How you handle server-side errors client-side is also entirely up to you. For example, let's assume this pretty basic XHR handler, which sends some JSON data off to some endpoint and evaluates the response:

var xhr = new XMLHttpRequest();

xhr.open('POST', '/endpoint.php');
xhr.setRequestHeader('Content-Type', 'application/json');

xhr.onload = () => {

    const status   = xhr.status;
    const response = JSON.parse(xhr.responseText);
    
    if (status == 200) {

        // Everything's fine
        console.log(response.data);

    } else {

        // Some error occured
        console.log(status, response.data);
    }
};

xhr.send(JSON.stringify({}));

index.html

The above error handling strategy revolves around the HTTP status code received from the server, so we'll need to make sure they're send according to our needs:

/**
 * In case an error occurred, send an error response.
 */ 
function error(string $message) {

    // For properly returning a JSON response, see:
    // https://stackoverflow.com/a/62834046/3323348
    header("Content-type: application/json; charset=utf-8");
    http_response_code(400); // HTTP status code - set to whatever code's appropriate

    echo json_encode(['data' => $message]);
}

/**
 * Send a response denoting a success.
 */ 
function success(array $data) {

    // For properly returning a JSON response, see:
    // https://stackoverflow.com/a/62834046/3323348
    header("Content-type: application/json; charset=utf-8");
    http_response_code(200);

    echo json_encode(['data' => $data]);
}

// For proper error checking on JSON data, see:
// https://stackoverflow.com/a/37847337/3323348
$data = json_decode(file_get_contents('php://input'), true);

// Assume some processing happened.
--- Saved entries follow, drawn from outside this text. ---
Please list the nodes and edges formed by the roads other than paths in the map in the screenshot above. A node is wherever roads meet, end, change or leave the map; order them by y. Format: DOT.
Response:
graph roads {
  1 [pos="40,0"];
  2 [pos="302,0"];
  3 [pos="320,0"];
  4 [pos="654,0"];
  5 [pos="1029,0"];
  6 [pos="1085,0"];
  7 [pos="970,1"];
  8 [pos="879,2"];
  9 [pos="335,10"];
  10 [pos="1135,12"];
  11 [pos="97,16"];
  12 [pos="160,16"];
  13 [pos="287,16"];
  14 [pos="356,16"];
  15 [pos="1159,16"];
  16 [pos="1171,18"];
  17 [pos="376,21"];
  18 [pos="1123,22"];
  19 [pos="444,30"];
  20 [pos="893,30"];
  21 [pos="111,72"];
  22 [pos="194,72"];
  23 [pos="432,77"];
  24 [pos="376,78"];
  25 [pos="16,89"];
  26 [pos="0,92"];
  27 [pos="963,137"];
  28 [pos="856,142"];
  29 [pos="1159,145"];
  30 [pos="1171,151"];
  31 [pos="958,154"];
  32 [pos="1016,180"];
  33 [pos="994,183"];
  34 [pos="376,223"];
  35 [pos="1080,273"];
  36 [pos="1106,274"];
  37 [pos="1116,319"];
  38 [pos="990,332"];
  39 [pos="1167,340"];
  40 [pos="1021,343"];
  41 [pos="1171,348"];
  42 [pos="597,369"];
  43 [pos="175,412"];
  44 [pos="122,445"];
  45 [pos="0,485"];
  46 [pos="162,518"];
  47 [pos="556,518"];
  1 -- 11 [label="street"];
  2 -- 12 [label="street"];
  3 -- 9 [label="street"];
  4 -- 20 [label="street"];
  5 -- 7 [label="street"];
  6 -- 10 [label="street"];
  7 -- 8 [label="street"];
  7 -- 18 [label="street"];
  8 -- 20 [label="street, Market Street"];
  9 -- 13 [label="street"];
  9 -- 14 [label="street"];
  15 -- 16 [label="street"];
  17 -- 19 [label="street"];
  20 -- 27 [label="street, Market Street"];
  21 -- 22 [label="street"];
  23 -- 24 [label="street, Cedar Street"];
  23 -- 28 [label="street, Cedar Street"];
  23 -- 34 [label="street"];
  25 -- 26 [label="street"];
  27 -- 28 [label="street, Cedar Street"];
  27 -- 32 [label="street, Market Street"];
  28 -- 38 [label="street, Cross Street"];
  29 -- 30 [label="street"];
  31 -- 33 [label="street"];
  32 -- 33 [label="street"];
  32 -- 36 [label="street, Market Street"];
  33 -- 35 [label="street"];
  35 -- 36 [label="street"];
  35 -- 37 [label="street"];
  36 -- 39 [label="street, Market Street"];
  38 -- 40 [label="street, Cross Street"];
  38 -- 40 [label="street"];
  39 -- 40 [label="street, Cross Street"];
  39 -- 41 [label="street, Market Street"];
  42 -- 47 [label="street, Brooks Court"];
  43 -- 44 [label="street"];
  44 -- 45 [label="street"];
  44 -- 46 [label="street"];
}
That result is either
// a success, or an error.
$success = mt_rand(0,1);
$success ? success($data) : error('An error occured.');

endpoint.php

Regarding cURL, you could easily change the last two lines to e.g.:

if(curl_errno($ch)) { // Assuming $ch is your cURL handle

    error('Curl error: '.curl_error($ch));
}
else {

    success($data);
}

Or you adapt the error function - if it would accept an array instead of a simple string, you'd be able to return more complex error data to your JavaScript client:

$curl_error = curl_errno($ch);

if ($curl_error) {

    error([

        'type' => 'cURL', 
        'no' => curl_errno($ch), 
        'message' => curl_error($ch)
    ]);
}

You don't have to stick with status codes for your error handling, though. You could send a JSON object back with one key denoting some successfully collected data, and one denoting an error if an error occurred. Or whatever suits your needs.